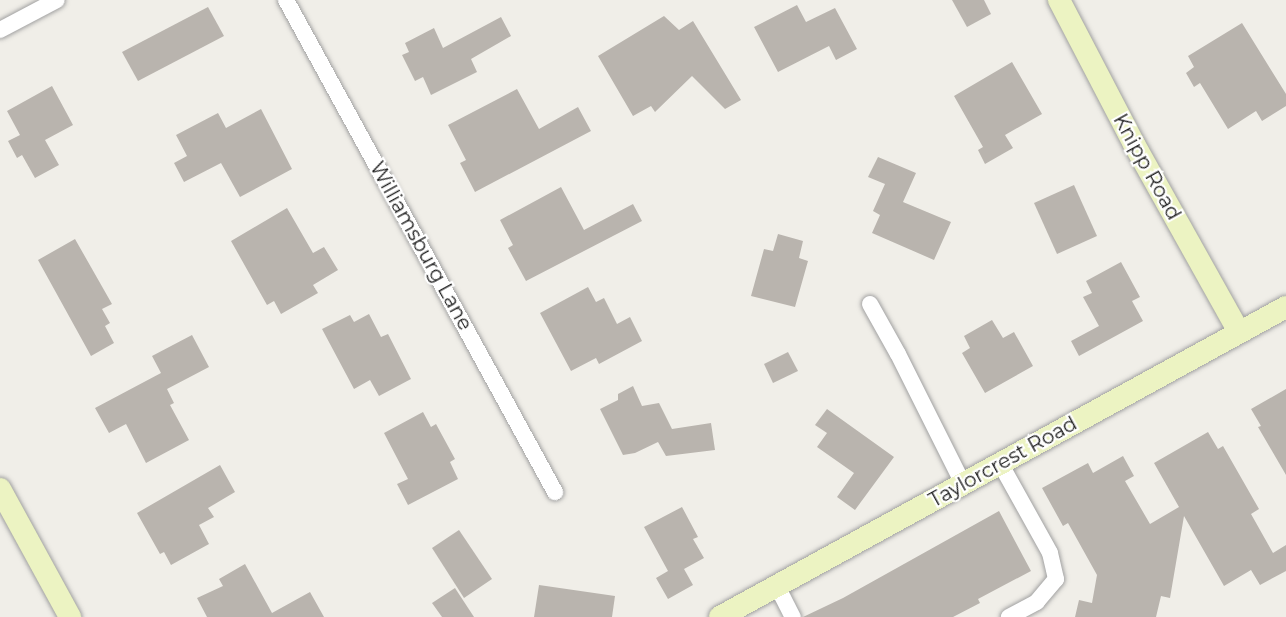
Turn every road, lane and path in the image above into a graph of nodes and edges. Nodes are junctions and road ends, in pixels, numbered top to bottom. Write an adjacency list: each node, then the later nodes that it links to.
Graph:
1 (57, 0): 4 (street)
2 (286, 0): 11 (street, Williamsburg Lane)
3 (1059, 0): 7 (street, Knipp Road)
4 (0, 30)
5 (870, 303): 9 (street)
6 (1286, 307): 7 (street, Taylorcrest Road)
7 (1239, 332): 8 (street, Taylorcrest Road)
8 (1000, 463): 9 (street, Taylorcrest Road); 16 (street)
9 (963, 484): 12 (street, Taylorcrest Road)
10 (0, 489): 13 (street)
11 (555, 492)
12 (777, 586): 14 (street, Taylorcrest Road); 15 (street)
13 (70, 617)
14 (720, 617)
15 (793, 617)
16 (1009, 617)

- _Task objective_
Output a precise copy of the entries, leaving the images out.

- _Expected answer_
Turn every road, lane and path in the image above into a graph of nodes and edges. Nodes are junctions and road ends, in pixels, numbered top to bottom. Write an adjacency list: each node, then the later nodes that it links to.
Graph:
1 (57, 0): 4 (street)
2 (286, 0): 11 (street, Williamsburg Lane)
3 (1059, 0): 7 (street, Knipp Road)
4 (0, 30)
5 (870, 303): 9 (street)
6 (1286, 307): 7 (street, Taylorcrest Road)
7 (1239, 332): 8 (street, Taylorcrest Road)
8 (1000, 463): 9 (street, Taylorcrest Road); 16 (street)
9 (963, 484): 12 (street, Taylorcrest Road)
10 (0, 489): 13 (street)
11 (555, 492)
12 (777, 586): 14 (street, Taylorcrest Road); 15 (street)
13 (70, 617)
14 (720, 617)
15 (793, 617)
16 (1009, 617)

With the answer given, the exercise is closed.